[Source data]
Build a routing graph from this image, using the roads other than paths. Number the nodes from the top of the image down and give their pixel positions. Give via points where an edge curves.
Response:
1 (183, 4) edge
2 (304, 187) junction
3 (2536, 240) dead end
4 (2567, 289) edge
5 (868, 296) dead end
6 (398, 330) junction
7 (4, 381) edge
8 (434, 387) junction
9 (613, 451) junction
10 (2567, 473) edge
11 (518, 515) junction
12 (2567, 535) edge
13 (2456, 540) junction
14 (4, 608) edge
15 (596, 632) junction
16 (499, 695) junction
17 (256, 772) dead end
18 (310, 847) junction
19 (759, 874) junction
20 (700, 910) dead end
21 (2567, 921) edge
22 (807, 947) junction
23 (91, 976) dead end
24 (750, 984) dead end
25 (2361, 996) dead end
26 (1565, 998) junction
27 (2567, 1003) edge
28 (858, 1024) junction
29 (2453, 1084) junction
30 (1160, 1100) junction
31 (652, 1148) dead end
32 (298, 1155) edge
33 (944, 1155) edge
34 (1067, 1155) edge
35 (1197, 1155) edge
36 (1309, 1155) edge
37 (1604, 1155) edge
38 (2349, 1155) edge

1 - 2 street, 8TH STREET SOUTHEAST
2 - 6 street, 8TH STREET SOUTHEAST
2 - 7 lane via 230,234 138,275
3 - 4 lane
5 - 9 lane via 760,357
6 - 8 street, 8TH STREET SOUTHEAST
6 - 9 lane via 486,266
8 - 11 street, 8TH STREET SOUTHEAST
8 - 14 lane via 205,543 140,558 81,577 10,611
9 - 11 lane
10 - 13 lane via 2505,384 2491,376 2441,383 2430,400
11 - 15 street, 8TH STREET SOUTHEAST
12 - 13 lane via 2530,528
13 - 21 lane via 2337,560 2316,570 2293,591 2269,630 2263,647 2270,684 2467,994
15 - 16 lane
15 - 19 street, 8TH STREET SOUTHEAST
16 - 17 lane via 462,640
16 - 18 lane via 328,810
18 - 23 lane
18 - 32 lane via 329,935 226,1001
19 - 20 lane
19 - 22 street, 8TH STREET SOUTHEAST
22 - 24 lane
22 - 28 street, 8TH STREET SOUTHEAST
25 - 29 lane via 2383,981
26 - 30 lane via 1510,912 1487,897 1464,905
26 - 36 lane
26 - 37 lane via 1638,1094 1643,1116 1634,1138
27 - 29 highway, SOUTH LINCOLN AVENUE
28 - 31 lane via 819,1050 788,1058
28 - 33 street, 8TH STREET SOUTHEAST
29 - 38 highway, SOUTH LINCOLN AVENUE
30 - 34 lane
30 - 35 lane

What is being asked ▸ If a line in the records above holds the string "street", copy it.

Response ▸
1 - 2 street, 8TH STREET SOUTHEAST
2 - 6 street, 8TH STREET SOUTHEAST
6 - 8 street, 8TH STREET SOUTHEAST
8 - 11 street, 8TH STREET SOUTHEAST
11 - 15 street, 8TH STREET SOUTHEAST
15 - 19 street, 8TH STREET SOUTHEAST
19 - 22 street, 8TH STREET SOUTHEAST
22 - 28 street, 8TH STREET SOUTHEAST
28 - 33 street, 8TH STREET SOUTHEAST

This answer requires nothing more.